The thoracic and cardiovascular imaging expert, well known for knowing what to look for, shared her experience in detecting chronic PE at the 2004 International Congress of Radiology (ICR) in Montreal.

The literature, though much of it is old and based on V/Q scintigraphy studies rather than CT, clearly shows that most acute PE resolves itself completely over time, even when treatment is inadequate, said Rémy-Jardin, a professor of radiology at the University of Lille in France.

The same studies also show that CT, even thick-slab acquisitions acquired on early CT scanners, offers superior diagnostic capabilities compared to pulmonary angiography, an invasive x-ray test that can exacerbate the delicate state of many PE patients.
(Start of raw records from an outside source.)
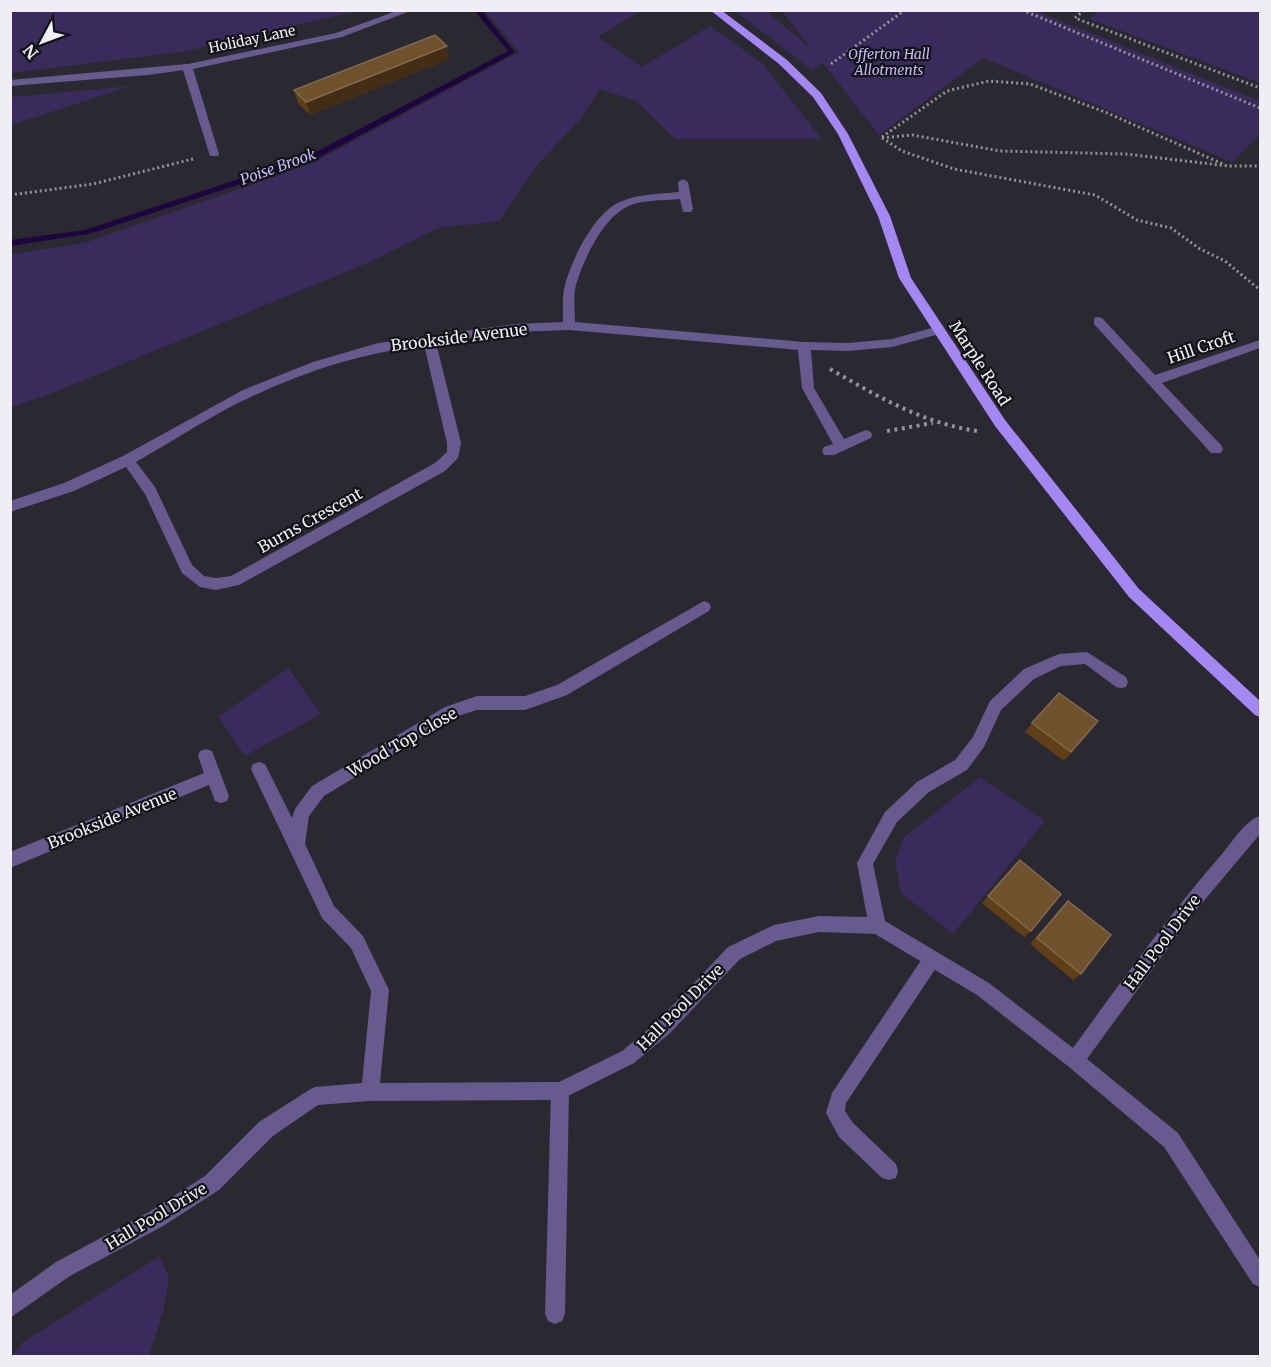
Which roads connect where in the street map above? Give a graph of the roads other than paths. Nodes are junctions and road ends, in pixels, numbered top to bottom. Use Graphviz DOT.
graph roads {
  1 [pos="409,10"];
  2 [pos="714,10"];
  3 [pos="188,67"];
  4 [pos="10,83"];
  5 [pos="214,154"];
  6 [pos="683,182"];
  7 [pos="684,195"];
  8 [pos="687,209"];
  9 [pos="1098,321"];
  10 [pos="569,326"];
  11 [pos="939,330"];
  12 [pos="429,341"];
  13 [pos="1260,344"];
  14 [pos="804,350"];
  15 [pos="1153,381"];
  16 [pos="866,435"];
  17 [pos="1216,449"];
  18 [pos="128,460"];
  19 [pos="10,507"];
  20 [pos="704,607"];
  21 [pos="1121,682"];
  22 [pos="1260,710"];
  23 [pos="206,756"];
  24 [pos="259,769"];
  25 [pos="214,776"];
  26 [pos="221,796"];
  27 [pos="1260,823"];
  28 [pos="297,844"];
  29 [pos="10,860"];
  30 [pos="877,926"];
  31 [pos="932,959"];
  32 [pos="1075,1061"];
  33 [pos="560,1091"];
  34 [pos="370,1092"];
  35 [pos="889,1171"];
  36 [pos="1260,1277"];
  37 [pos="10,1308"];
  38 [pos="555,1314"];
  1 -- 3 [label="street, Holiday Lane"];
  2 -- 11 [label="main road, Marple Road"];
  3 -- 4 [label="street, Holiday Lane"];
  3 -- 5 [label="street"];
  6 -- 7 [label="street"];
  7 -- 8 [label="street"];
  7 -- 10 [label="street"];
  9 -- 15 [label="street, Hill Croft"];
  10 -- 12 [label="street, Brookside Avenue"];
  10 -- 14 [label="street, Brookside Avenue"];
  11 -- 14 [label="street, Brookside Avenue"];
  11 -- 22 [label="main road, Marple Road"];
  12 -- 18 [label="street, Brookside Avenue"];
  12 -- 18 [label="street, Burns Crescent"];
  13 -- 15 [label="street, Hill Croft"];
  14 -- 16 [label="street"];
  15 -- 17 [label="street, Hill Croft"];
  18 -- 19 [label="street, Brookside Avenue"];
  20 -- 28 [label="street, Wood Top Close"];
  21 -- 30 [label="street"];
  23 -- 25 [label="street"];
  24 -- 28 [label="street"];
  25 -- 26 [label="street"];
  25 -- 29 [label="street, Brookside Avenue"];
  27 -- 32 [label="street, Hall Pool Drive"];
  28 -- 34 [label="street"];
  30 -- 31 [label="street, Hall Pool Drive"];
  30 -- 33 [label="street, Hall Pool Drive"];
  31 -- 32 [label="street, Hall Pool Drive"];
  31 -- 35 [label="street"];
  32 -- 36 [label="street"];
  33 -- 34 [label="street, Hall Pool Drive"];
  33 -- 38 [label="street"];
  34 -- 37 [label="street, Hall Pool Drive"];
}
A study comparing CT with MRA also concluded that CT was the better exam, particularly in the peripheral circulation, due to CT's ability to depict the thrombotic walls directly, she said.

"Clearly if we add thin collimation, plus the additional reformations, we can do better with CT angiography," Rémy-Jardin said.

Signs of chronic PE

Chronic PE arises from a small percentage of acute PE cases in which the emboli do not resolve, but instead organize and incorporate themselves into vessel walls within the pulmonary arterial tree, progressing to chronic PE.

The affected arteries are often seen to retract, recanalize, and over time become calcified. The impeded blood flow can lead to progressive pulmonary hypertension, which itself is a sign that emboli from a past episode of acute PE may have not resolved, Rémy-Jardin said. In such cases, pulmonary thromboendarterectomy can be very helpful for restoring normal blood flow, and relieving the excess pressure underlying the hypertension.

Setting her sights on a thoracic CT slide, Rémy-Jardin pointed out multiple emboli that had lodged in the right pulmonary arteries of one patient -- persisting, she said, more than eight years after a massive episode of acute PE. The image also demonstrated retraction of arteries at the site of the original emboli.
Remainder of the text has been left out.